Locally, consumers should be cautioned on the claim attached to organic foods, as there is no local regulation to verify this claim. As the saying goes, buying local organic produce is probably buying “cat in bag”.
Foods claiming to be all natural have been minimally processed and contain no artificial ingredients. Artificial ingredients are those not found in nature and must be synthetically produced such as colourants and sweeteners.
Gluten is the composite mixture of the proteins gliadin and glutenin and is mainly found in cereals such as wheat, rye, barley and oats. Gluten-free foods do not contain these proteins. There are some persons who are intolerant to gluten and suffer from Celiac disease—a gastrointestinal disorder characterised by mal-absorption, malnutrition, diarrhoea, intestinal bleeding and decreased blood levels of calcium.
Patients with Celiac disease are inordinately sensitive to dietary gluten products and often respond favourably to a gluten-free diet. Gluten free foods and diets are becoming increasingly popular and are quite trendy.
For the average consumer, there is no real reason to avoid gluten, other than the fact that persons who follow a gluten-free diet, often do not consume ultra-processed breads which are excellent for weight loss and lowering inflammation.
“Superfoods” refers to nutrient dense foods that are beneficial to health and claim to possess the power to prevent and cure diseases. The list of recently acclaimed superfoods is exhaustive.
According to the latest trends, examples of superfoods include kale, turmeric, ginger and green tea. Nutritionally speaking, however, there is no such thing as a superfood. There is little scientific basis to prove superfoods exist as it is highly unlikely that any single food will make a difference on its own.
Consumers must have a healthy, balanced, and varied diet to achieve and maintain their health. No single food holds the key to good health or disease prevention.
Genetically Modified Organism (GMO) refers to any living thing, such as plant, animal or microorganism that had its DNA altered using genetic engineering. It is usually done to introduce a desirable trait into the organism, such as larger fruit or drought resistance.

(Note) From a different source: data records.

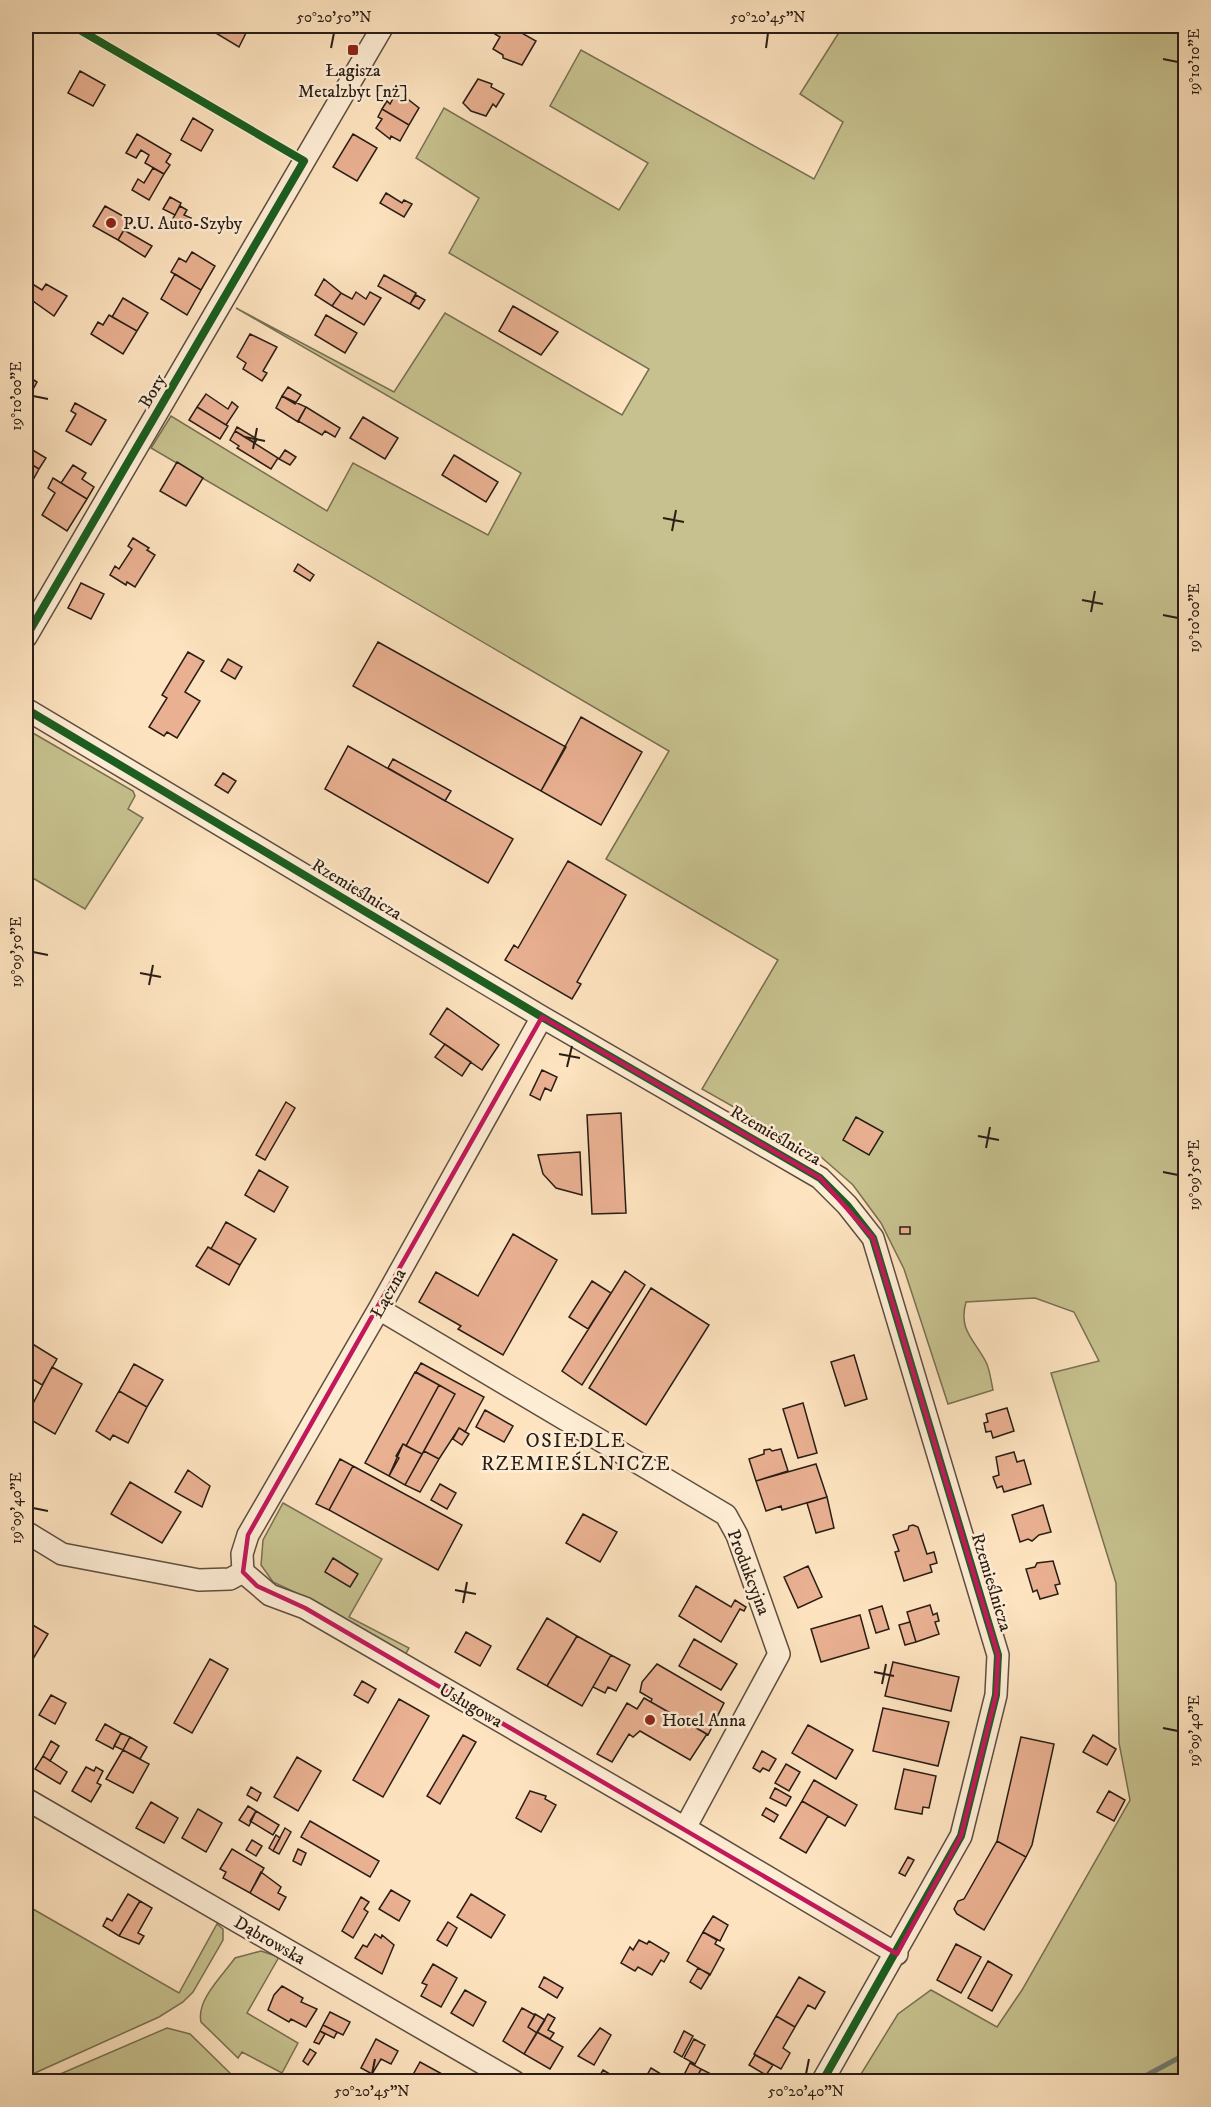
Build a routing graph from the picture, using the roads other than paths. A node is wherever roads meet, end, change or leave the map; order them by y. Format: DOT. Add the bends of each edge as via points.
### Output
graph roads {
  1 [pos="383,26"];
  2 [pos="26,637"];
  3 [pos="26,709"];
  4 [pos="542,1017"];
  5 [pos="379,1309"];
  6 [pos="26,1532"];
  7 [pos="243,1572"];
  8 [pos="26,1798"];
  9 [pos="685,1828"];
  10 [pos="897,1954"];
  11 [pos="515,2082"];
  12 [pos="822,2082"];
  1 -- 2 [label="street, Bory"];
  3 -- 4 [label="street, Rzemieślnicza"];
  4 -- 5 [label="street, Łączna"];
  4 -- 10 [label="street, Rzemieślnicza" via="820,1178 873,1238 998,1655 996,1695 961,1836"];
  5 -- 7 [label="street, Łączna" via="248,1535 242,1554"];
  5 -- 9 [label="street, Produkcyjna" via="726,1515 737,1535 779,1654"];
  6 -- 7 [label="street" via="62,1554 188,1578 230,1579"];
  7 -- 9 [label="street, Usługowa" via="270,1595 304,1608"];
  8 -- 11 [label="street, Dąbrowska"];
  9 -- 10 [label="street, Usługowa"];
  10 -- 12 [label="street, Rzemieślnicza"];
}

Non-GMO or GMO-free foods contain ingredients that are not from organisms that had their genetic material manipulated in a laboratory. Currently, the topic of GMOs and their use in food is quite controversial. Ultimately, it’s down to a personal, informed choice, on what is one is comfortable consuming.
Sugar-free may have several definitions but in some jurisdictions, food with less than 0.5 grams of added sugar per reference amount customarily consumed and per labeled serving. However, consumers must be mindful that this does not mean that the food does not have other “natural” sweeteners. Instead of looking for the words “sugar-free”, consumers should take the time to look at the sugar quantity listed on the Nutrition Facts on the label and then take it a step further to read through the ingredients to see if there are hidden sugars, artificial sweeteners, or other ingredients that maybe harmful to your health.
Buzzwords such as these often influence our decision to purchase food at a higher cost. However, we must remember that it is equally important to read food labels—including the ingredients listings and nutrition facts—to get a better appreciation of the actual contents and nutritional value before purchasing. It is the hope of the NFSCC and that this article has given you, the consumer, a better understanding of some of these buzzwords in food to help guide your future purchasing decisions.
This article is the sixth in a series of food safety editorials being published under a multi-stakeholder SAFE Food Campaign supported by the IDB Lab.